(WORK REQUEST):
Each line of the records has to be copied exactly, though the pictures must be left out.

(DATA PROVIDED):
==========

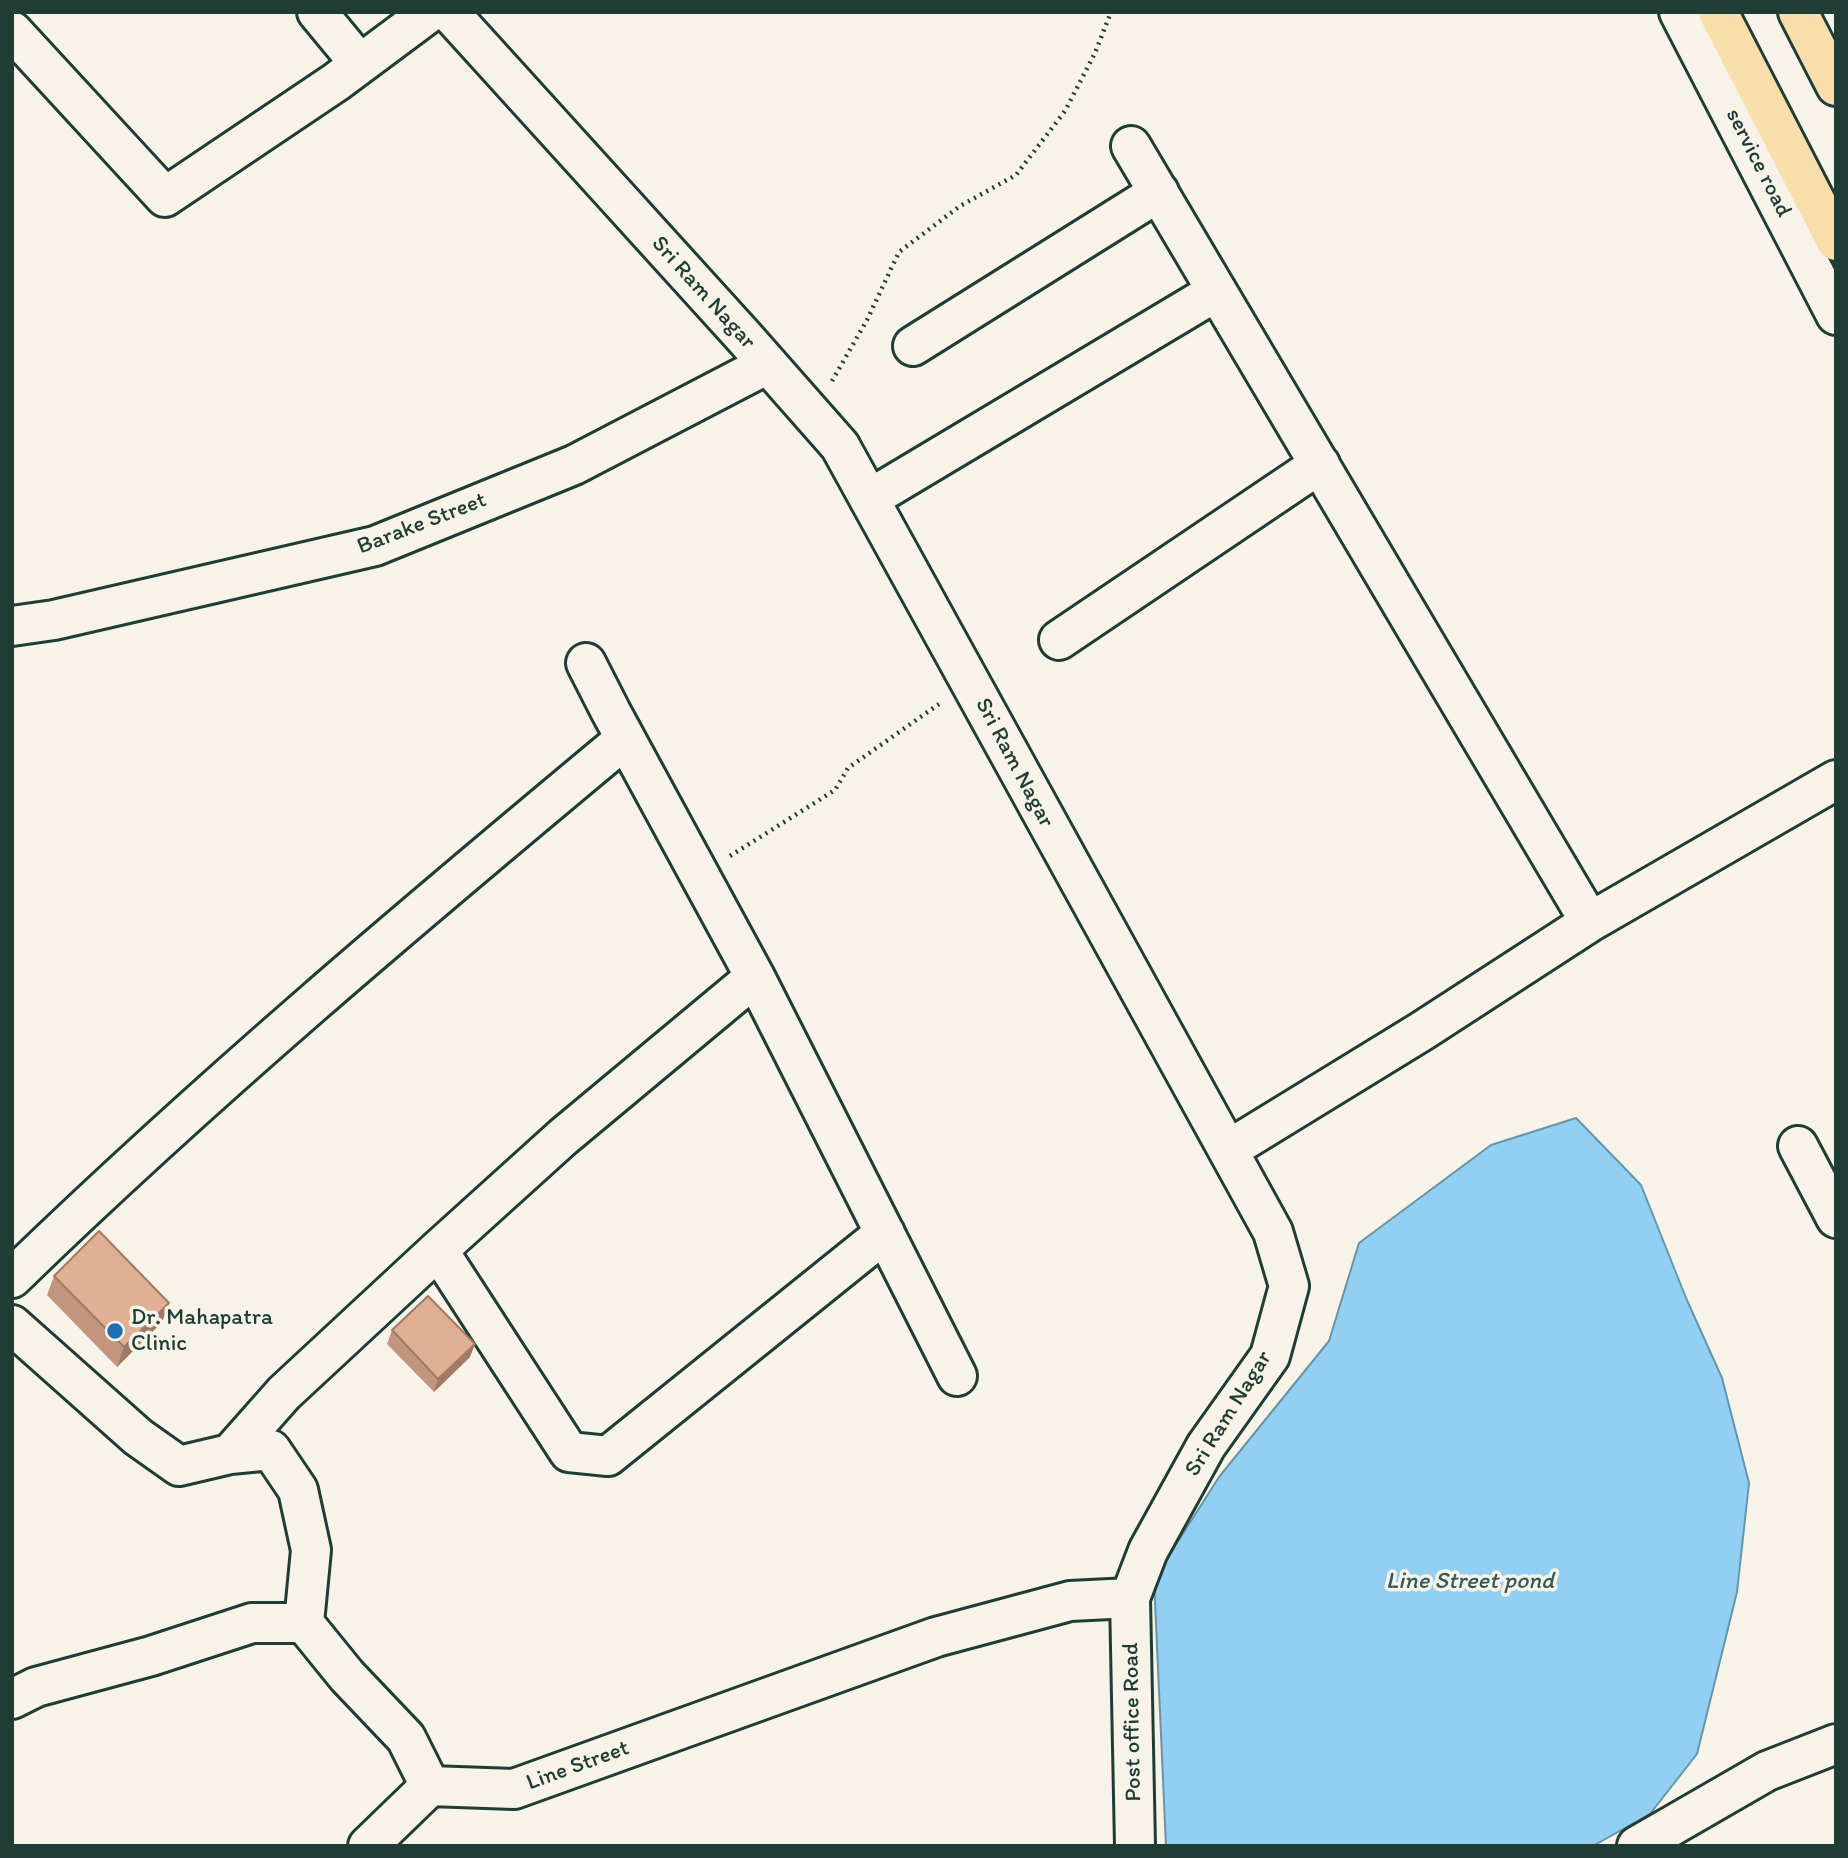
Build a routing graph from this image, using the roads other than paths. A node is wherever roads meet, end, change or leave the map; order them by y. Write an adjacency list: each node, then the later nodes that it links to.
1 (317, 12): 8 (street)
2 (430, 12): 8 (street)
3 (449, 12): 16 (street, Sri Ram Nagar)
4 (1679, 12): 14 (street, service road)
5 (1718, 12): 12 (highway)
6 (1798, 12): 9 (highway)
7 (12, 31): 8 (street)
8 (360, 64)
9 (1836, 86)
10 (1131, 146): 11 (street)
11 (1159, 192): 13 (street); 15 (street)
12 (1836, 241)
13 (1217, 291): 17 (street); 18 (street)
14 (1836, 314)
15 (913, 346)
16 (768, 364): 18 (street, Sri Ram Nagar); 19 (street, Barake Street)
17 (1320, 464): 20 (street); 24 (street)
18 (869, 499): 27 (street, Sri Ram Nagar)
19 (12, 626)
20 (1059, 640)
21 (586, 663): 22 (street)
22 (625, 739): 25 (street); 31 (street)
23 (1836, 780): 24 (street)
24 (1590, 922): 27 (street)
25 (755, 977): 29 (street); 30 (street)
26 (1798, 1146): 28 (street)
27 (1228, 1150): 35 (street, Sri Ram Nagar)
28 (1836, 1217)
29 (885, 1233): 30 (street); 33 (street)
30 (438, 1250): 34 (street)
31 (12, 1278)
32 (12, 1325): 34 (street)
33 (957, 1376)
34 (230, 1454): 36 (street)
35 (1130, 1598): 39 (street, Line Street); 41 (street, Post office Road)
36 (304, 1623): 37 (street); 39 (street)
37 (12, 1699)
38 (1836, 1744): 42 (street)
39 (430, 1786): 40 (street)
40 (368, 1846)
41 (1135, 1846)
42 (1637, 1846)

==========

(RESULT BELOW):
Build a routing graph from this image, using the roads other than paths. A node is wherever roads meet, end, change or leave the map; order them by y. Write an adjacency list: each node, then the later nodes that it links to.
1 (317, 12): 8 (street)
2 (430, 12): 8 (street)
3 (449, 12): 16 (street, Sri Ram Nagar)
4 (1679, 12): 14 (street, service road)
5 (1718, 12): 12 (highway)
6 (1798, 12): 9 (highway)
7 (12, 31): 8 (street)
8 (360, 64)
9 (1836, 86)
10 (1131, 146): 11 (street)
11 (1159, 192): 13 (street); 15 (street)
12 (1836, 241)
13 (1217, 291): 17 (street); 18 (street)
14 (1836, 314)
15 (913, 346)
16 (768, 364): 18 (street, Sri Ram Nagar); 19 (street, Barake Street)
17 (1320, 464): 20 (street); 24 (street)
18 (869, 499): 27 (street, Sri Ram Nagar)
19 (12, 626)
20 (1059, 640)
21 (586, 663): 22 (street)
22 (625, 739): 25 (street); 31 (street)
23 (1836, 780): 24 (street)
24 (1590, 922): 27 (street)
25 (755, 977): 29 (street); 30 (street)
26 (1798, 1146): 28 (street)
27 (1228, 1150): 35 (street, Sri Ram Nagar)
28 (1836, 1217)
29 (885, 1233): 30 (street); 33 (street)
30 (438, 1250): 34 (street)
31 (12, 1278)
32 (12, 1325): 34 (street)
33 (957, 1376)
34 (230, 1454): 36 (street)
35 (1130, 1598): 39 (street, Line Street); 41 (street, Post office Road)
36 (304, 1623): 37 (street); 39 (street)
37 (12, 1699)
38 (1836, 1744): 42 (street)
39 (430, 1786): 40 (street)
40 (368, 1846)
41 (1135, 1846)
42 (1637, 1846)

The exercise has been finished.